To piggy back on the question, has anyone had a good experience using Prometheus and Grafana for monitoring? I'm looking into trying it. I've looked into Zenoss but from what I gather it's slow.
I love it. Coupled with Alertmanager it's a really easy to use and powerful platform. We also started serving custom Prometheus exporters for our product usage which has been helpful and really easy to implement.
To me, this solution is too much leaning toward graphing and that's not the primary feature you need to health check services.
Also Prometheus only saves 15 days worth of data by default and since they aren't willing to develop down sampling, it's not good to keep any long term history of the metric but you can overcome this by using InfluxDB as the storage but I would rather use something like monit which is simpler and easier to setup and gets the actual job done well.
we <3 prometheus & Grafana :) Mostly because it gets us the classic monitoring of hosts/services like nagios, etc but also gets us app-specific metrics as well.
We are using it and it's great, so easy to also plug in your own metrics from whatever application you're running. I insisted with the management that we needed it on a new project and they were like 'fine if you insist, we do have Google analytics and uptime Robot you know', now they call me as soon as it's down (we installed it on a crappy server because it was just my fixation :) )
Another happy user here. Only we use Telegraf to gather the metrics on the servers, I've found that it's a bit more flexible than the normal node exporter.
For alerts we have a mix of grafana and AlerManager.
Yes, of course, Its a great tool to track statistics and write alerts. Prometheus is designed to scrape the stats from the services directly, but its also possible to do some kind of active checks. Maybe for checking the ssl cert expiry date you can use the blackbox exporter. https://github.com/prometheus/blackbox_exporter
I have no affiliation with any of these companies.
I use StatusCake for basic uptime monitoring for websites. I switched to them from Pingdom because they are cheaper. Only downsides I've had with StatusCake is if something is down it doesn't give you the cause. Pingdom would show you the trace route. That has made it hard to tell and I would get quite a few false positives saying sites were down. I haven't had false positive issues for months now though. Their paid plans have SSL/domain monitoring.

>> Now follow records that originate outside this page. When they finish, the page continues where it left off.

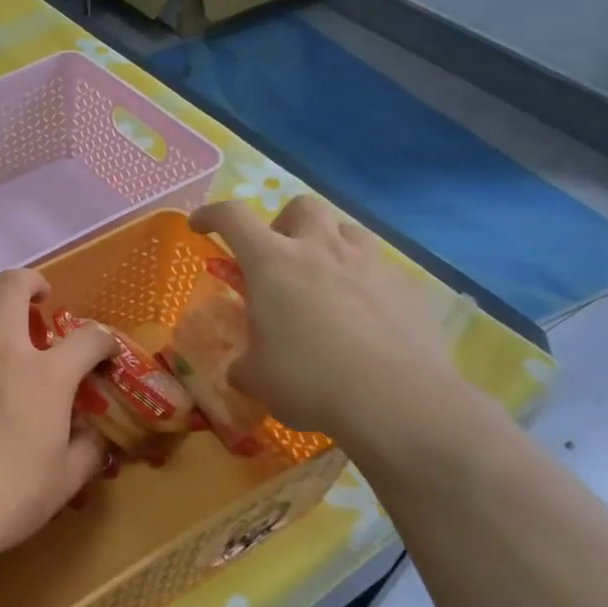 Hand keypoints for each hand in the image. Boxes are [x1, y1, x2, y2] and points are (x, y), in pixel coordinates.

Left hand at [0, 269, 117, 580]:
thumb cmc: (5, 503)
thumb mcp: (65, 482)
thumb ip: (88, 450)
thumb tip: (97, 433)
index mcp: (45, 377)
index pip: (90, 337)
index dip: (103, 340)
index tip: (101, 352)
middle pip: (14, 285)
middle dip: (31, 282)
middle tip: (35, 299)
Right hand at [190, 197, 469, 451]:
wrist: (396, 400)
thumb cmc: (308, 381)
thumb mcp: (257, 378)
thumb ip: (245, 364)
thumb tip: (243, 368)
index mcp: (272, 262)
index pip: (232, 217)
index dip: (211, 215)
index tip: (200, 226)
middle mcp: (320, 249)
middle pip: (301, 206)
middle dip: (284, 224)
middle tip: (279, 258)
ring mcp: (370, 263)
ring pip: (347, 229)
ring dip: (329, 245)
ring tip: (325, 280)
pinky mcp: (407, 286)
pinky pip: (381, 268)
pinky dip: (365, 281)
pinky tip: (366, 316) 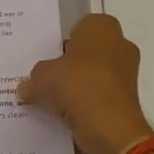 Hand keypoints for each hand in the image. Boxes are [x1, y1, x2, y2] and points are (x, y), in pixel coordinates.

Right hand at [17, 14, 153, 153]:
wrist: (110, 126)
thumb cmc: (77, 85)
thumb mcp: (42, 76)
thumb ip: (33, 79)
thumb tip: (25, 88)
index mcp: (102, 27)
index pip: (78, 28)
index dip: (61, 42)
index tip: (47, 58)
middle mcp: (120, 44)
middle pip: (87, 52)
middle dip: (70, 65)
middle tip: (46, 78)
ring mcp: (127, 72)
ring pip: (95, 75)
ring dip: (78, 86)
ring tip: (53, 99)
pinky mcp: (128, 99)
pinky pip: (100, 95)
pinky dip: (87, 103)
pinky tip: (67, 113)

You need to realize health checking doesn't need to be cool.
It's a good solution to check the statistics by human eyes but there are simpler and more effective solutions for health checking.
If you're looking beyond uptime + certs, we do functional + visual browser testing at https://ghostinspector.com/. Lots of folks use it for monitoring their website or application (in additional to their CI process). We have a free tier that includes scheduling. [Disclosure: I'm the founder]
I have been using Ghost Inspector for awhile now, so far it has been fantastic. It is really nice to be able to push to a branch and get notified in Slack a couple seconds later with any issues including screenshots.
Nagios, in combination with with check_mk 'raw edition' (https://mathias-kettner.com/editions.html). The Nagios configuration is automatically generated via Puppet resource collection.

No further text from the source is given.